My main goal right now is to get down to a "fighting weight" without losing a lot of strength (obviously.) I will be cutting with aprox. 2500 calories a day for as long as I need to. Eventually I would like to weigh in the 180 lbs ballpark but thats months away. I think I will give the Westside template a go, although I'll modify it a bit, I will use those ideas and principles for my routine. Cardio will be done on the weekends and maybe on the mornings of my DE days. Weekend sessions will be either basketball, racquetball and/or sprints. Weekdays I will either walk on the treadmill or the eliptical at the gym.

My first few workouts will be full body, just to get back "in the groove." Monday will begin the new program.

*Weight:* 202 
*Supps:* Stimerex-ES, DS Melting Point


----------



## fufu (Jan 3, 2007)

Good luck. What is your time frame for losing the weight?


----------



## MCx2 (Jan 3, 2007)

fufu said:


> Good luck. What is your time frame for losing the weight?



Thanks. I'd like to be just under 190 by the time March comes so I'm in no hurry at all. I figure 2500 cals to be a little on the low side but I'm a meso/endo so I'm sure I'll be OK.


----------



## tucker01 (Jan 3, 2007)

Have you tried Melting Point Before?


----------



## AKIRA (Jan 3, 2007)

So you DID join Nautilus?


----------



## MCx2 (Jan 3, 2007)

IainDaniel said:


> Have you tried Melting Point Before?



I have not, and I haven't started taking it yet.
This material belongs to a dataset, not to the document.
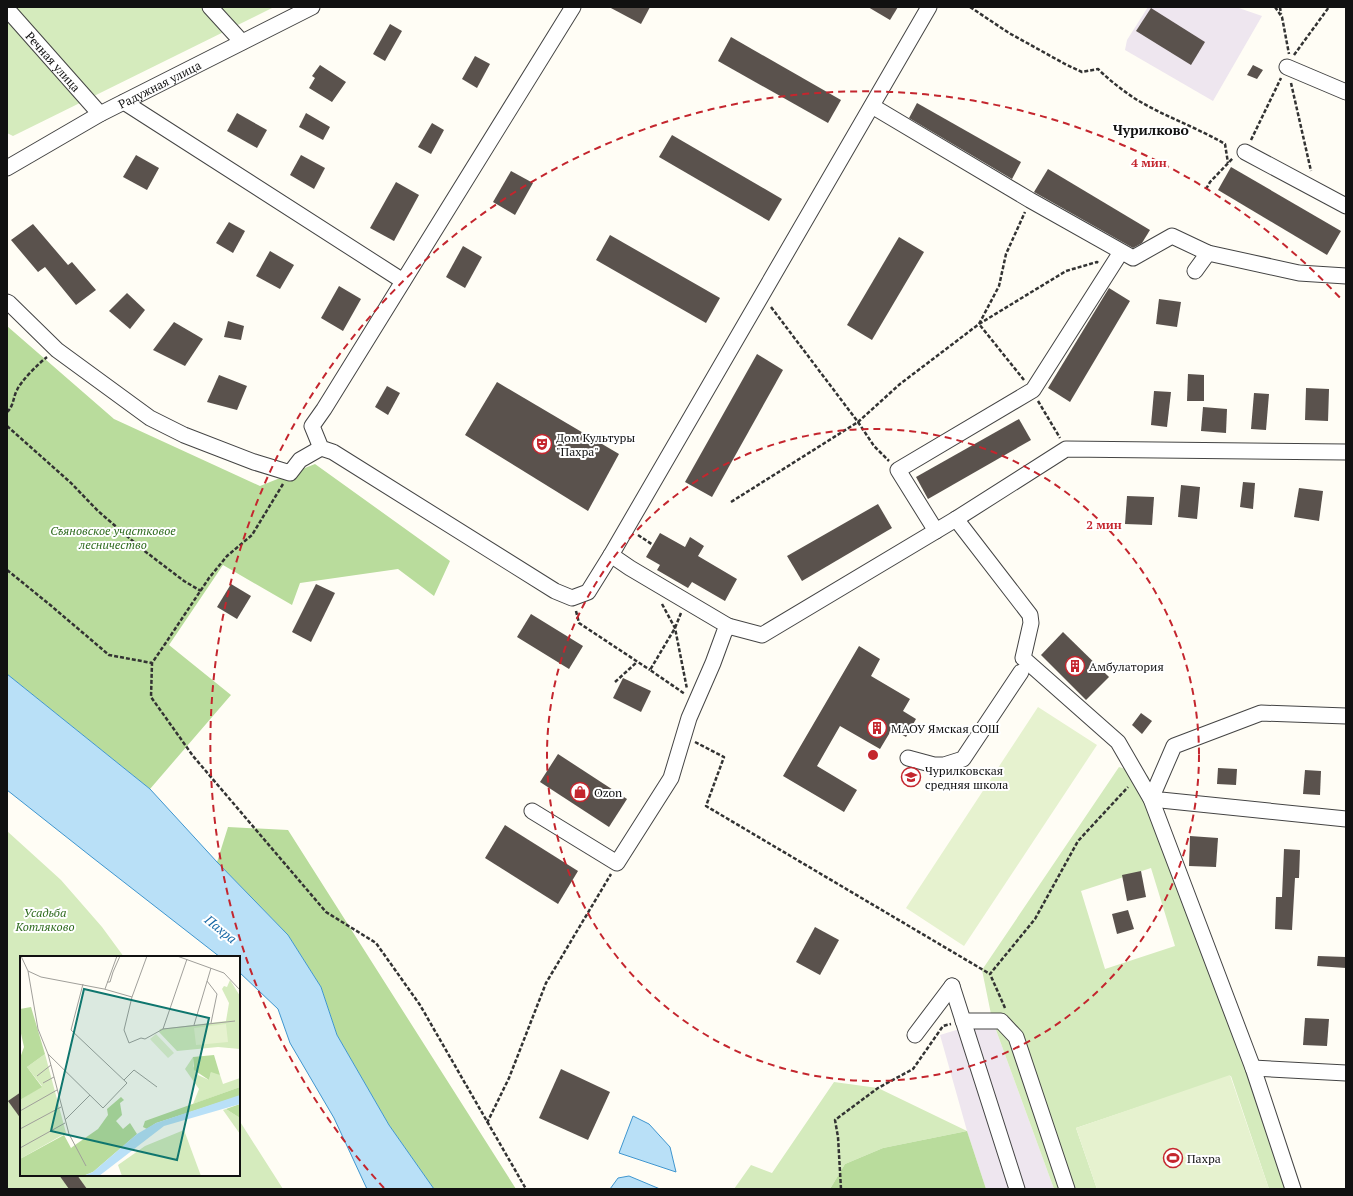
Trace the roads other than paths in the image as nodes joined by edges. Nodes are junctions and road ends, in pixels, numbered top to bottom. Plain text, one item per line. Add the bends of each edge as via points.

Any advice?


----------



## MCx2 (Jan 3, 2007)

AKIRA said:


> So you DID join Nautilus?



I didn't but I'm gonna today. It makes too much sense, it's so close.


----------



## P-funk (Jan 3, 2007)

"fighting weight"???  Are you stepping in the ring any time soon?


----------



## MCx2 (Jan 3, 2007)

P-funk said:


> "fighting weight"???  Are you stepping in the ring any time soon?





Actually, once I get down to the weight I wanna be at, I'll probably find time to start taking some BJJ classes. I have no desire to be kicked or punched though.


----------



## Squaggleboggin (Jan 3, 2007)

If that stands for Brazilian Jui Jitsu, sweet. I'm thinking of doing the same type of thing. I just need to actually set a goal so I get it accomplished within a decent time frame.

So will you be doing Westside-style templates with the idea of retaining strength and losing BW, or are you going for absolute strength gains and BW loss? Either way, good luck.


----------



## DOMS (Jan 3, 2007)

What are your plans for a diet?


----------



## tucker01 (Jan 3, 2007)

FatCatMC said:


> I have not, and I haven't started taking it yet. Any advice?



For whatever reason I never got any cramping on it, but be prepared for it.  I would start at the minimum dose 6caps.  It will take a few weeks to begin to notice anything.  For Cramps some potassium and magnesium supps would help.  You might have some water retention.


----------



## MCx2 (Jan 3, 2007)

Squaggleboggin said:


> If that stands for Brazilian Jui Jitsu, sweet. I'm thinking of doing the same type of thing. I just need to actually set a goal so I get it accomplished within a decent time frame.
> 
> So will you be doing Westside-style templates with the idea of retaining strength and losing BW, or are you going for absolute strength gains and BW loss? Either way, good luck.


 
Yeah, Brazilian Jiu Jitsu. We actually have an American Top Team here in town and my friends wife takes kickboxing lessons from TUF 4 member Din Thomas. I figure after I shed some of this fat and condition myself a little better I'll get in there and show them a thing or two. 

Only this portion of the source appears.